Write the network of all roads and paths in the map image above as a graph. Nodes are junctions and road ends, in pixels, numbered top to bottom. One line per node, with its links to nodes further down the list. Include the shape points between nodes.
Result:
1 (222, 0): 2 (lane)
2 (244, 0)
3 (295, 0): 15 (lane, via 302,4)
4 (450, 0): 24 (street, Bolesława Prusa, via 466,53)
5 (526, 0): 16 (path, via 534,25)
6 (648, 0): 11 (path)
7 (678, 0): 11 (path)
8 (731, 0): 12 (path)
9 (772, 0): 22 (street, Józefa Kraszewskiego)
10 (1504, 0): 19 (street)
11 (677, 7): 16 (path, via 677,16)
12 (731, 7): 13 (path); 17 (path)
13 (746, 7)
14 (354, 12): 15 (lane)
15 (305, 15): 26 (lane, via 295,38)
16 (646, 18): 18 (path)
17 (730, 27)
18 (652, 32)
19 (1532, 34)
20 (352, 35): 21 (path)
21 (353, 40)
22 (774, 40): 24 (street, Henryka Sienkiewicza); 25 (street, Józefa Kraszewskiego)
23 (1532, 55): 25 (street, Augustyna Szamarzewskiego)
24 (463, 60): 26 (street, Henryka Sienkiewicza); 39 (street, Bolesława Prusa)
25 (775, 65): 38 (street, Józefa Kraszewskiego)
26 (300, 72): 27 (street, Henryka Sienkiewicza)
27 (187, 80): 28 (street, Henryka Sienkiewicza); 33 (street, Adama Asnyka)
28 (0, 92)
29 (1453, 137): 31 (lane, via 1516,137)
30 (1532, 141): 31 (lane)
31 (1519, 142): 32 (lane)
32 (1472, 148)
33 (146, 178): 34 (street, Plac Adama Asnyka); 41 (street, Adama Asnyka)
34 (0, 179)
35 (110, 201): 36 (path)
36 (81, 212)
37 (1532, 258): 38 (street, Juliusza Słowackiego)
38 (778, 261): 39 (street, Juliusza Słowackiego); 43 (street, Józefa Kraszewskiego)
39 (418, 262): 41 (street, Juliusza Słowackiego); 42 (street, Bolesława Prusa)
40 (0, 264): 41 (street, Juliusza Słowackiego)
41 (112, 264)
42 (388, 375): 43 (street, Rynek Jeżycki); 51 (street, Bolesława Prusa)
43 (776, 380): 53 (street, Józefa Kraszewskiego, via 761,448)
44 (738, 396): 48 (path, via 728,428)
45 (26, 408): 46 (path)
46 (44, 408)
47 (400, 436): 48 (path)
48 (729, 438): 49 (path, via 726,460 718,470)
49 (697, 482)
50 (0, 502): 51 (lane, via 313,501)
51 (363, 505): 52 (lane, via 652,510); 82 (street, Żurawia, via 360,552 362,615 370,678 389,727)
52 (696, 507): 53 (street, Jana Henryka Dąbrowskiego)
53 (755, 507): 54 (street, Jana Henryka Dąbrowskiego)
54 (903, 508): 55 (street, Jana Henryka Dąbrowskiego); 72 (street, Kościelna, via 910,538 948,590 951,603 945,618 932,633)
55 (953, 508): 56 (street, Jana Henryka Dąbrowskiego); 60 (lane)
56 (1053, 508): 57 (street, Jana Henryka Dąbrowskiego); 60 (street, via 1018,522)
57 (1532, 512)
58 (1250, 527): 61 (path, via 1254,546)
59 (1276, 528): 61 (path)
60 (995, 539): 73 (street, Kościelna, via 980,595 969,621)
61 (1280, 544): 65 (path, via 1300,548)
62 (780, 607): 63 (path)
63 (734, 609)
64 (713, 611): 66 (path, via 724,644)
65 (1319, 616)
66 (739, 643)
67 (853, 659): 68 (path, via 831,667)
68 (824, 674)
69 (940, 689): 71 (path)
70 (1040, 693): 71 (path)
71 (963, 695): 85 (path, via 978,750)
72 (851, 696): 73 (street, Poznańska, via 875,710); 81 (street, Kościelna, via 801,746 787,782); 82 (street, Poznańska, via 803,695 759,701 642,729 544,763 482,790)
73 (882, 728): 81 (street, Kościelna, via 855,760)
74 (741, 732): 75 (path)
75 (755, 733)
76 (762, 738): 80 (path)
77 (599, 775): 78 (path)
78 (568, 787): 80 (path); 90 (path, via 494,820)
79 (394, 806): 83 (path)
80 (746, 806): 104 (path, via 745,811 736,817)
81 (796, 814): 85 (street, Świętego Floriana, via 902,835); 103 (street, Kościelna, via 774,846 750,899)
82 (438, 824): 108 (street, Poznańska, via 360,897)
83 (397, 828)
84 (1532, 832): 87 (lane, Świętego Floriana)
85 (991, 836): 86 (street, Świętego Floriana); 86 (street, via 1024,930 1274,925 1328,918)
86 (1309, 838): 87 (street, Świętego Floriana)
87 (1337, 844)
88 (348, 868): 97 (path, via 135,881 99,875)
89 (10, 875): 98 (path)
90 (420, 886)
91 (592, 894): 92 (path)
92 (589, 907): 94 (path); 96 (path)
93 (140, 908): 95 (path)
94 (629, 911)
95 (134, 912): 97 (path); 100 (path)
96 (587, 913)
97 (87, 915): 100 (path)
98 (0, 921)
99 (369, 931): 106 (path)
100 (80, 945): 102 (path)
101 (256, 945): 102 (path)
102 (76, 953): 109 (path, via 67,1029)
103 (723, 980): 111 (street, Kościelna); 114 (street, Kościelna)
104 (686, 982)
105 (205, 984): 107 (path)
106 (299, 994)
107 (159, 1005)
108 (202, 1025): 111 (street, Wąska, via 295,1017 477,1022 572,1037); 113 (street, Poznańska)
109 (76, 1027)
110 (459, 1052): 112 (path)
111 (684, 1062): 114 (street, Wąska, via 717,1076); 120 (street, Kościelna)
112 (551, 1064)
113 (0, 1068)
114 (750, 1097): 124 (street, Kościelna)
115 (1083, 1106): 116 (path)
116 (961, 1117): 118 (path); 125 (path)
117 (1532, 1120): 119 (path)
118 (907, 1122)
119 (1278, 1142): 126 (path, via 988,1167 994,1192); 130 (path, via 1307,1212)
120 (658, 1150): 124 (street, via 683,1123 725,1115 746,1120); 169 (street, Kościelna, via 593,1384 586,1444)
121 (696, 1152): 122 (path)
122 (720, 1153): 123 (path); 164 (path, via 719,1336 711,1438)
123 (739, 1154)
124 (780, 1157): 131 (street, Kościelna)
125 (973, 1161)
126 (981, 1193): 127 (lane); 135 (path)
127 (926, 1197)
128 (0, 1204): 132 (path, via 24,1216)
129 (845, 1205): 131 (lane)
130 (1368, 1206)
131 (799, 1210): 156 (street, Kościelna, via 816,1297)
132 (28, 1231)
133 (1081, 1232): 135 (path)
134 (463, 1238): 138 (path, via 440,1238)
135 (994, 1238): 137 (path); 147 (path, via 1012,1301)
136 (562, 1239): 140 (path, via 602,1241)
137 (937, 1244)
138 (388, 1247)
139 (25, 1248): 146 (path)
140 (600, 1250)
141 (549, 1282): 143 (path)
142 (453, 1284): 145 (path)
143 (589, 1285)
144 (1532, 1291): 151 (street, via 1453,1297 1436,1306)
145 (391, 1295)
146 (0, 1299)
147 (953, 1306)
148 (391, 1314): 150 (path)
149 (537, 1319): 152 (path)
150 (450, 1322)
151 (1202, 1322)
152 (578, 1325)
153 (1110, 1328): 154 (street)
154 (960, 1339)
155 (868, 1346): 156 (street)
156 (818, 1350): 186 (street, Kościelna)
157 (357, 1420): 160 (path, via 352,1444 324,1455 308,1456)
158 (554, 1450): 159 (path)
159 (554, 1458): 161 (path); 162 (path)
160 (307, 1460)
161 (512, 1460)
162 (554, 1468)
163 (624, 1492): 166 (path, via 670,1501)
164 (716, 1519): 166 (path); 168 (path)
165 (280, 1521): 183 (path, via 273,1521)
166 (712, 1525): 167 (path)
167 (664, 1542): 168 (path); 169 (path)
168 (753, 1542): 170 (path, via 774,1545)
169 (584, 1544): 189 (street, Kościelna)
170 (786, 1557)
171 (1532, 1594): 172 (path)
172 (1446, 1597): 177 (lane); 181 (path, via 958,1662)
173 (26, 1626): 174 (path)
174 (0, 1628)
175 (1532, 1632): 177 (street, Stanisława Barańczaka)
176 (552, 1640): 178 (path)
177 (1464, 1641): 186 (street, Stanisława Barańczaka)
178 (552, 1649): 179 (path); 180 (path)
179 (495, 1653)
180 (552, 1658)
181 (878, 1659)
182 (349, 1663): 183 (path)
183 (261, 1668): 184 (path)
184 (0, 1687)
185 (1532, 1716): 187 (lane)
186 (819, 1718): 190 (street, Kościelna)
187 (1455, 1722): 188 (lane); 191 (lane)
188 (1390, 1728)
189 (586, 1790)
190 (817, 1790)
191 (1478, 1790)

▬▬▬▬▬▬

Task prompt: Copy each line of the listing in which the word "Barańczaka" can be found.

Exercise answer:
175 (1532, 1632): 177 (street, Stanisława Barańczaka)
177 (1464, 1641): 186 (street, Stanisława Barańczaka)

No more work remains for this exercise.